++++ Listed entries ++++

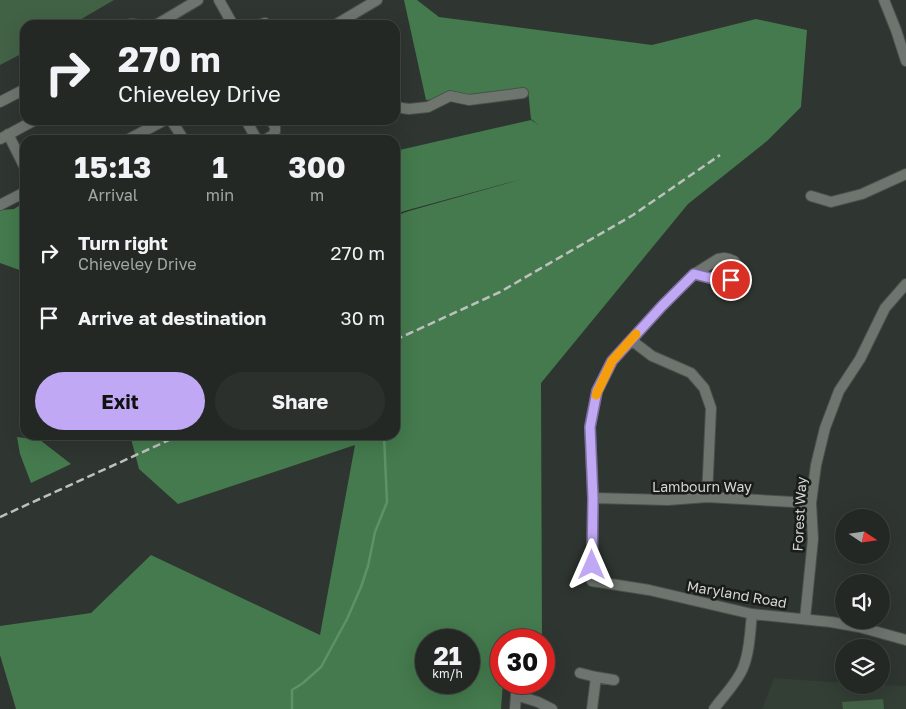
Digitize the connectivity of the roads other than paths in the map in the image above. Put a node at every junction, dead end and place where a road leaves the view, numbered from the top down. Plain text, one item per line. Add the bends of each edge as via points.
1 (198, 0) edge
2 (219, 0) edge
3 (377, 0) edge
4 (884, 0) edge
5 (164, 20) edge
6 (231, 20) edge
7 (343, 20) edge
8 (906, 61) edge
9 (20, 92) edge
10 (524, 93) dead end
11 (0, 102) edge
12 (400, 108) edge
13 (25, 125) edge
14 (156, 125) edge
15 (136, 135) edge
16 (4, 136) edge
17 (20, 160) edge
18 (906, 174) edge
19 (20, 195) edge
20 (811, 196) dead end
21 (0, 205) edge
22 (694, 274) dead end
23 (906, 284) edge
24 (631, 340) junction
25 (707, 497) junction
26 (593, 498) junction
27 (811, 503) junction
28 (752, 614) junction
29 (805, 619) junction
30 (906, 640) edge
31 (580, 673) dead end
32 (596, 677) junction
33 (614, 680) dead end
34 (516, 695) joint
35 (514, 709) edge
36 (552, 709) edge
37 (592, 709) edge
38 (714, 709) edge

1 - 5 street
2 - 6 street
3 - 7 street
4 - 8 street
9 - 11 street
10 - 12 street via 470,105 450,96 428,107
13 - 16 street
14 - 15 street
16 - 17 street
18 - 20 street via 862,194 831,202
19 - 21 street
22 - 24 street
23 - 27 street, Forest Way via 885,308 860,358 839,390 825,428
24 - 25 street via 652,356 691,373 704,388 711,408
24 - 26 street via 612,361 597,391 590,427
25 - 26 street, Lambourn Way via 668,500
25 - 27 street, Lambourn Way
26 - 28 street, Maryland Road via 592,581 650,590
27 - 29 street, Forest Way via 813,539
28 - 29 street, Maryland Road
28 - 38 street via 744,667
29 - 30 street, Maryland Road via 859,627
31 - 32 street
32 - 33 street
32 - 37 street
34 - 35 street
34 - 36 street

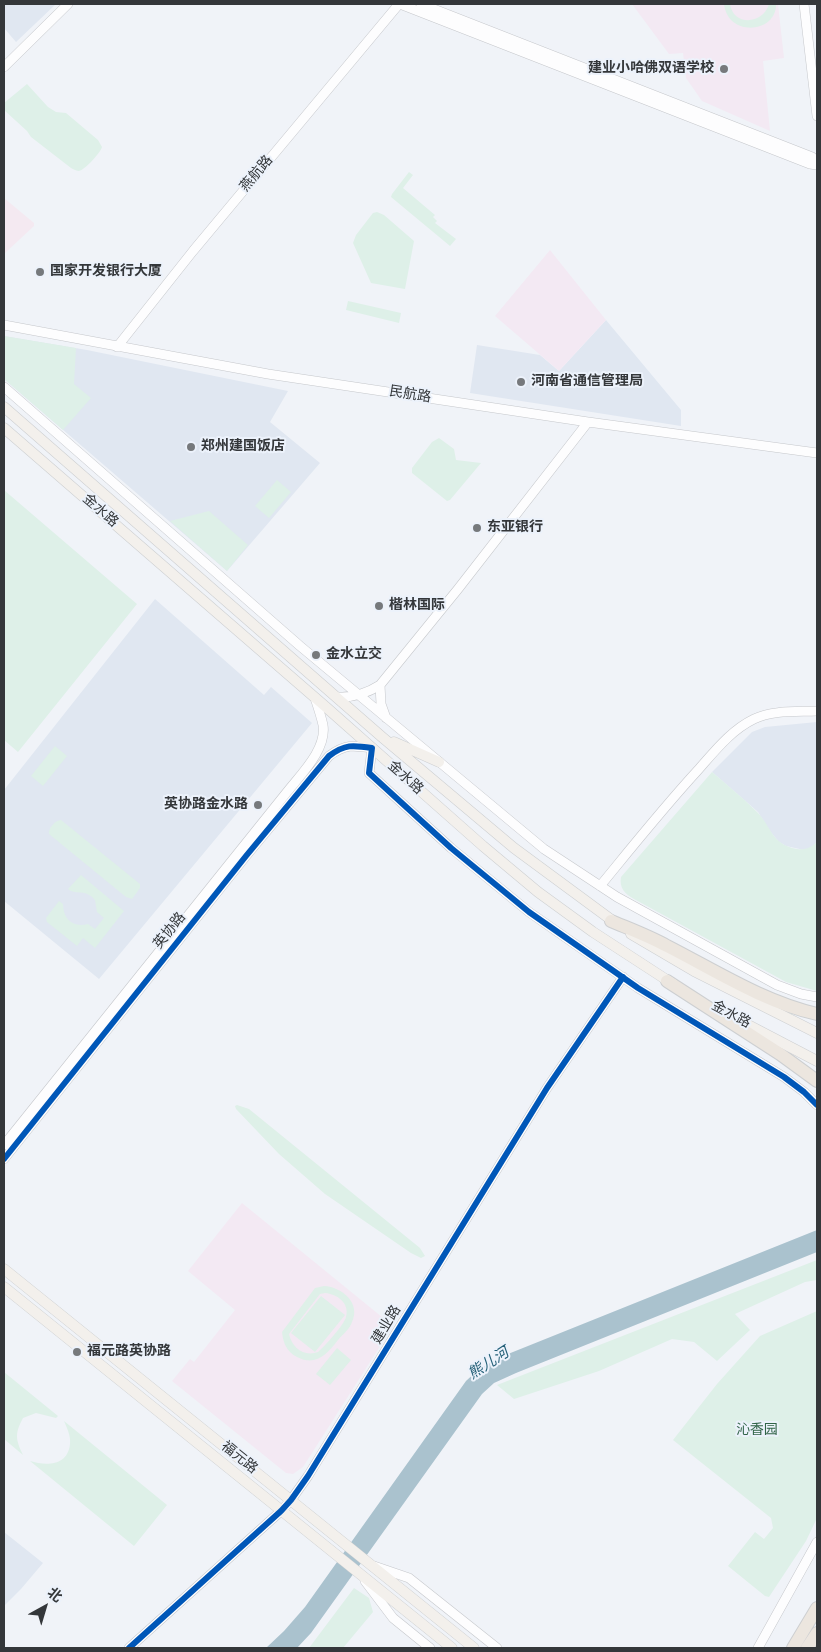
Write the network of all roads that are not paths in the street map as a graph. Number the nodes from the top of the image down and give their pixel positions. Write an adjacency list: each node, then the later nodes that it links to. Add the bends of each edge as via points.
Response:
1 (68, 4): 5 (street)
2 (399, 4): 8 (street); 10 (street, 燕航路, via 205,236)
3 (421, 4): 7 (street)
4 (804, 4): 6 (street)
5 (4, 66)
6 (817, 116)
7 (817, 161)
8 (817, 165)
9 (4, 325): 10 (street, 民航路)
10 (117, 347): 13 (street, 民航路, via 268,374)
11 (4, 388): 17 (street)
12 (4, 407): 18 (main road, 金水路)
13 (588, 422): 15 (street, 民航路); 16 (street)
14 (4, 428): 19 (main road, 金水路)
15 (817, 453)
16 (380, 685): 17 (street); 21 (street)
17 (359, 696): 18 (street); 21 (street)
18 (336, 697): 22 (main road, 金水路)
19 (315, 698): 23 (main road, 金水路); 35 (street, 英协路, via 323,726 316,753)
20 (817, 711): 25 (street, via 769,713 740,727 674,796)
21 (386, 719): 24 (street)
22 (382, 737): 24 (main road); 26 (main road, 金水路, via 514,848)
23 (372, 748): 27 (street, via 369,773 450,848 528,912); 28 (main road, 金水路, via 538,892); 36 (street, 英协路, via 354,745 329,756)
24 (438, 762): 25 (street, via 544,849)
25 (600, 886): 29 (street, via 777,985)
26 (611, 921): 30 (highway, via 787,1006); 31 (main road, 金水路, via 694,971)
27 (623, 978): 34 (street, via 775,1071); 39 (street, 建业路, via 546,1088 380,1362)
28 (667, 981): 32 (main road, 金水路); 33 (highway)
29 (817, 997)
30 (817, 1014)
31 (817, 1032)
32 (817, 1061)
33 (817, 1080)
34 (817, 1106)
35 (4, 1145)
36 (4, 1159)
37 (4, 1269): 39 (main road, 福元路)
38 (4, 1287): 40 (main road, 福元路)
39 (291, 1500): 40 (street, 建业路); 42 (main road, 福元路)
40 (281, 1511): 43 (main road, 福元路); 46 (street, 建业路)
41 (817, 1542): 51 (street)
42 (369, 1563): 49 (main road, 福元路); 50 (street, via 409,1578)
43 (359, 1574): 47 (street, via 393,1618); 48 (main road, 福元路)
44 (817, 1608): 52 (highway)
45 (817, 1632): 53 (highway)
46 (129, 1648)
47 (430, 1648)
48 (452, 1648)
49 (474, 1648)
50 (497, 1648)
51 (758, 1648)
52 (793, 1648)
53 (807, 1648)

++++
++++ Listed entries ++++

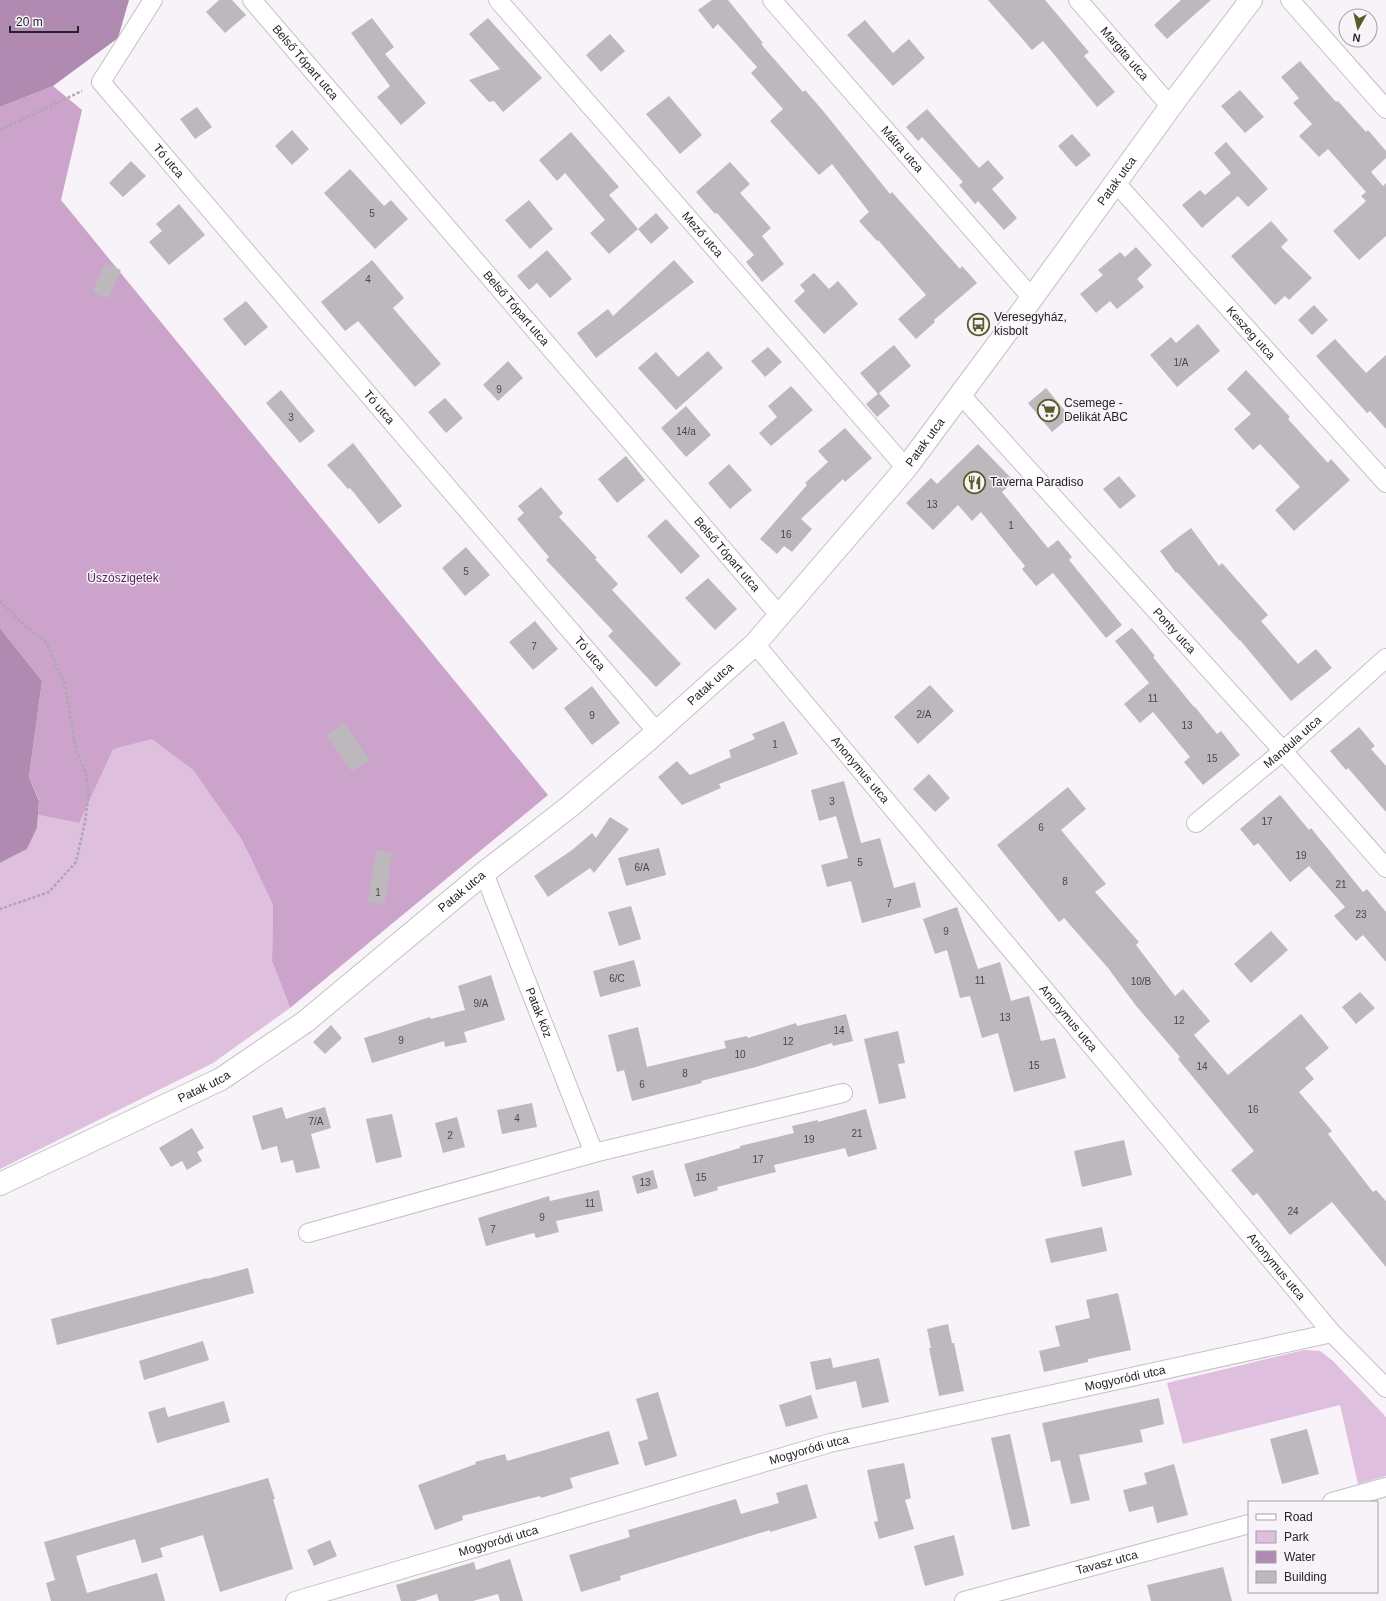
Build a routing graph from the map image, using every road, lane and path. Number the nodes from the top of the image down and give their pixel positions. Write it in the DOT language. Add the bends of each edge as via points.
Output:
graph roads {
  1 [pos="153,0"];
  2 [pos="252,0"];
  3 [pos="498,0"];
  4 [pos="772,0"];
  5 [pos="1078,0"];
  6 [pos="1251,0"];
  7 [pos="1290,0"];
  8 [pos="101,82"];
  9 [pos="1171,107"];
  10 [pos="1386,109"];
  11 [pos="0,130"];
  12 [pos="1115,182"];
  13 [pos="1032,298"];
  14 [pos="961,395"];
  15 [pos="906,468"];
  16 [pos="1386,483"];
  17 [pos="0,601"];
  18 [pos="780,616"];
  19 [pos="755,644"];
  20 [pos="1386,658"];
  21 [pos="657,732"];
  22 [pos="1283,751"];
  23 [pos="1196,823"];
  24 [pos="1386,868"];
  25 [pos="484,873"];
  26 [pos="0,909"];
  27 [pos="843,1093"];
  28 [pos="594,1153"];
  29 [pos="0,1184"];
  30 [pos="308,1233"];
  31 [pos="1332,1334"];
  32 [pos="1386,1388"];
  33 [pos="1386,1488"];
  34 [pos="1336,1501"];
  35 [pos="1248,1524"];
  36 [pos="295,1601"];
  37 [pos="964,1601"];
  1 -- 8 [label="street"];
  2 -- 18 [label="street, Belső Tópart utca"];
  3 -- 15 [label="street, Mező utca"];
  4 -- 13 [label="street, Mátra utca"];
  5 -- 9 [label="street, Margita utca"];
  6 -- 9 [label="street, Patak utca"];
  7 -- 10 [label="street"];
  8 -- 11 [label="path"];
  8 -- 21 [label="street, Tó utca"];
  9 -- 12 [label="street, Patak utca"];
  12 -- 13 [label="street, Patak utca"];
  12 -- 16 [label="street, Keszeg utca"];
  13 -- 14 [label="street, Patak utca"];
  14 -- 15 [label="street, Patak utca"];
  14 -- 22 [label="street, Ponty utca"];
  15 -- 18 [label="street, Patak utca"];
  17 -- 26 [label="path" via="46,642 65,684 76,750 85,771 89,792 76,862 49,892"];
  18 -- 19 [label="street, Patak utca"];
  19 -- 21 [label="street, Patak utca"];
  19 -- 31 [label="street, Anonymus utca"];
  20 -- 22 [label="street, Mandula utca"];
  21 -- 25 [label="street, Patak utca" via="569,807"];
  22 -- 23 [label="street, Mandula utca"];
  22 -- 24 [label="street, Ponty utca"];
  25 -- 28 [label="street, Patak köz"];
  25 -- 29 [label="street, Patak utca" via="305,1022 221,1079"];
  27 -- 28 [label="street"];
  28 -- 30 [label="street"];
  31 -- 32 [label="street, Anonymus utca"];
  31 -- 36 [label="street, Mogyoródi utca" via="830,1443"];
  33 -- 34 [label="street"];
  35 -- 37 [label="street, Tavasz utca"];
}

++++

* _Exercise prompt_: Find the string "Forest" in the records, then copy each line where it occurs.

* _Response to the exercise_:
23 - 27 street, Forest Way via 885,308 860,358 839,390 825,428
27 - 29 street, Forest Way via 813,539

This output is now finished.